_WHAT THE TASK REQUIRES_
Repeat the records word for word.

◆ ◆ ◆ ◆

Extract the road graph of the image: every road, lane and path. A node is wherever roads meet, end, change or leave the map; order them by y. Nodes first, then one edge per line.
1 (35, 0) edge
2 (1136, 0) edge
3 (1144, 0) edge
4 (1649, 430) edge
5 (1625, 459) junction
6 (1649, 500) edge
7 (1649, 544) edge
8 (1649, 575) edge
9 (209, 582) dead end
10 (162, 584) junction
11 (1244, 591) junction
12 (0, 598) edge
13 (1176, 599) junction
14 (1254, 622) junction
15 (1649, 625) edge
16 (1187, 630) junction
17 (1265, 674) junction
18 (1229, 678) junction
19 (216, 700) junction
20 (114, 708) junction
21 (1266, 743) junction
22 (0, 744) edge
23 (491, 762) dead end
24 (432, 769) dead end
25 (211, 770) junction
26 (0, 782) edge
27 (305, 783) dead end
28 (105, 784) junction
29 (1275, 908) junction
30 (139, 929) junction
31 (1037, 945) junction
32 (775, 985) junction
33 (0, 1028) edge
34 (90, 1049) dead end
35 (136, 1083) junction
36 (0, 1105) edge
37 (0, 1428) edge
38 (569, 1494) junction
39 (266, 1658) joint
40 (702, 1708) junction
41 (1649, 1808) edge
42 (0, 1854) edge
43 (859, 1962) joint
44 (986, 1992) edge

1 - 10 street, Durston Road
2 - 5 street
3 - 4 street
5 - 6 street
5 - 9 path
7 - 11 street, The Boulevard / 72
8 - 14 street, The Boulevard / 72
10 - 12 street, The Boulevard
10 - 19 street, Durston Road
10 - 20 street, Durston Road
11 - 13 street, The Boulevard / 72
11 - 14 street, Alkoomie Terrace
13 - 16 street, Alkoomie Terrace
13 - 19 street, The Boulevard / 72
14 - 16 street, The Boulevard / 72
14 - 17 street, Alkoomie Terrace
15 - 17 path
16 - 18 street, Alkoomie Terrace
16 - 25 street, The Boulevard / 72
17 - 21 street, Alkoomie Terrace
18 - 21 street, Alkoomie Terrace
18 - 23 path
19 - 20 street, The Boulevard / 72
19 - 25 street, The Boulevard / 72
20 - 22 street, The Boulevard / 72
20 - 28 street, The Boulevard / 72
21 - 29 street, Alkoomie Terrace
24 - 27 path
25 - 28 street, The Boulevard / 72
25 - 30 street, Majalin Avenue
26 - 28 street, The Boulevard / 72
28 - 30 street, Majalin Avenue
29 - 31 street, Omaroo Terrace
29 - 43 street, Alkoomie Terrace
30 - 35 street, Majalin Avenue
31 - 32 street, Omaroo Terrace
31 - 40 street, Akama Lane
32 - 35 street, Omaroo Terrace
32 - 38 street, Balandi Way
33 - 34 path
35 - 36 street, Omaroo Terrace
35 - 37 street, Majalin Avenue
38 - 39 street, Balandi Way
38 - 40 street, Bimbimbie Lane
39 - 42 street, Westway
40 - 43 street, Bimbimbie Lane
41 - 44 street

◆ ◆ ◆ ◆

_EXPECTED ANSWER_
Extract the road graph of the image: every road, lane and path. A node is wherever roads meet, end, change or leave the map; order them by y. Nodes first, then one edge per line.
1 (35, 0) edge
2 (1136, 0) edge
3 (1144, 0) edge
4 (1649, 430) edge
5 (1625, 459) junction
6 (1649, 500) edge
7 (1649, 544) edge
8 (1649, 575) edge
9 (209, 582) dead end
10 (162, 584) junction
11 (1244, 591) junction
12 (0, 598) edge
13 (1176, 599) junction
14 (1254, 622) junction
15 (1649, 625) edge
16 (1187, 630) junction
17 (1265, 674) junction
18 (1229, 678) junction
19 (216, 700) junction
20 (114, 708) junction
21 (1266, 743) junction
22 (0, 744) edge
23 (491, 762) dead end
24 (432, 769) dead end
25 (211, 770) junction
26 (0, 782) edge
27 (305, 783) dead end
28 (105, 784) junction
29 (1275, 908) junction
30 (139, 929) junction
31 (1037, 945) junction
32 (775, 985) junction
33 (0, 1028) edge
34 (90, 1049) dead end
35 (136, 1083) junction
36 (0, 1105) edge
37 (0, 1428) edge
38 (569, 1494) junction
39 (266, 1658) joint
40 (702, 1708) junction
41 (1649, 1808) edge
42 (0, 1854) edge
43 (859, 1962) joint
44 (986, 1992) edge

1 - 10 street, Durston Road
2 - 5 street
3 - 4 street
5 - 6 street
5 - 9 path
7 - 11 street, The Boulevard / 72
8 - 14 street, The Boulevard / 72
10 - 12 street, The Boulevard
10 - 19 street, Durston Road
10 - 20 street, Durston Road
11 - 13 street, The Boulevard / 72
11 - 14 street, Alkoomie Terrace
13 - 16 street, Alkoomie Terrace
13 - 19 street, The Boulevard / 72
14 - 16 street, The Boulevard / 72
14 - 17 street, Alkoomie Terrace
15 - 17 path
16 - 18 street, Alkoomie Terrace
16 - 25 street, The Boulevard / 72
17 - 21 street, Alkoomie Terrace
18 - 21 street, Alkoomie Terrace
18 - 23 path
19 - 20 street, The Boulevard / 72
19 - 25 street, The Boulevard / 72
20 - 22 street, The Boulevard / 72
20 - 28 street, The Boulevard / 72
21 - 29 street, Alkoomie Terrace
24 - 27 path
25 - 28 street, The Boulevard / 72
25 - 30 street, Majalin Avenue
26 - 28 street, The Boulevard / 72
28 - 30 street, Majalin Avenue
29 - 31 street, Omaroo Terrace
29 - 43 street, Alkoomie Terrace
30 - 35 street, Majalin Avenue
31 - 32 street, Omaroo Terrace
31 - 40 street, Akama Lane
32 - 35 street, Omaroo Terrace
32 - 38 street, Balandi Way
33 - 34 path
35 - 36 street, Omaroo Terrace
35 - 37 street, Majalin Avenue
38 - 39 street, Balandi Way
38 - 40 street, Bimbimbie Lane
39 - 42 street, Westway
40 - 43 street, Bimbimbie Lane
41 - 44 street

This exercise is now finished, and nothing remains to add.